Kevin Thomas, Film Critic
c/o Editorial Dept.
Los Angeles Times
202 West 1st Street
Los Angeles, CA 90012

June 1, 2005

Dear Mr. Thomas:

In 1966, when I was living in California, I spoke to you on the phone about Montgomery Clift's final film The Defector, which you had reviewed. You sent me a black and white glossy of Clift*, which I still have.

It wasn't until years later that I learned that you are a gay man. I read some quotes from you in William J. Mann's Behind the Screen: How Gays and Lesbians Shaped Hollywood, 1910-1969. I also learned that you are very knowledgeable about the gay Hollywood luminaries of the past.

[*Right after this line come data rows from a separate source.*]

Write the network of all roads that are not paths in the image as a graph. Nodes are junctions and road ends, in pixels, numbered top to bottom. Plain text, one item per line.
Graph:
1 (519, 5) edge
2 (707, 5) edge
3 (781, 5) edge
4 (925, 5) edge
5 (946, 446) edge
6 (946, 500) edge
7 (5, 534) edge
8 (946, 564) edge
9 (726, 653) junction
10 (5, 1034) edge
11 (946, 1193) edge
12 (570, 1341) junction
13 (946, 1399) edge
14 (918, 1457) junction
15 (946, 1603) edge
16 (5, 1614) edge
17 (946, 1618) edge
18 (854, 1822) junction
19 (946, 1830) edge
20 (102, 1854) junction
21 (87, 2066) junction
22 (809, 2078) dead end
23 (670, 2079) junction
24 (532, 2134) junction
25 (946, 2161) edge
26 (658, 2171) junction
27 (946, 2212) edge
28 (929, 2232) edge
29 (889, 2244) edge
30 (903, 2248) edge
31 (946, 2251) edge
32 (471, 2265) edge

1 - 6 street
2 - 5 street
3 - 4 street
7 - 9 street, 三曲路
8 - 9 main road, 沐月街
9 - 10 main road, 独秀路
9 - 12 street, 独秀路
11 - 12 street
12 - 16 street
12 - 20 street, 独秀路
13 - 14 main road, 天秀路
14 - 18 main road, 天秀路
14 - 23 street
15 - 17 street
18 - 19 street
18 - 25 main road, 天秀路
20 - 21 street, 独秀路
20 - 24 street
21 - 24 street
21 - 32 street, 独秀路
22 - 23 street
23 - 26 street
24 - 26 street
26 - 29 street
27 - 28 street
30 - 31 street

I recently reviewed Donald Bogle's Bright Boulevards, Bold Dreams: The Story of Hollywood for the Boston-based Gay & Lesbian Review. The book has some gay content. His book has inspired me to do research on Black Gay Hollywood. I would appreciate receiving whatever information you have concerning this segment of the Hollywood community.

One person I am particularly interested in learning more about is Joel Fluellen, a black gay actor, who appeared in such films as A Raisin in the Sun and The Learning Tree. According to Bogle, Fluellen was "a leader in the fight for better roles for African Americans." Did you ever meet him? If so, what was your impression of him?

I look forward to hearing from you.

Sincerely yours,
Charles Michael Smith


Note: I never received a response. Kevin Thomas may have been knowledgeable about Gay Hollywood, but as a white gay man, he may not have been as knowledgeable about Black Gay Hollywood.

*Montgomery Clift (1920-1966) was a gay man.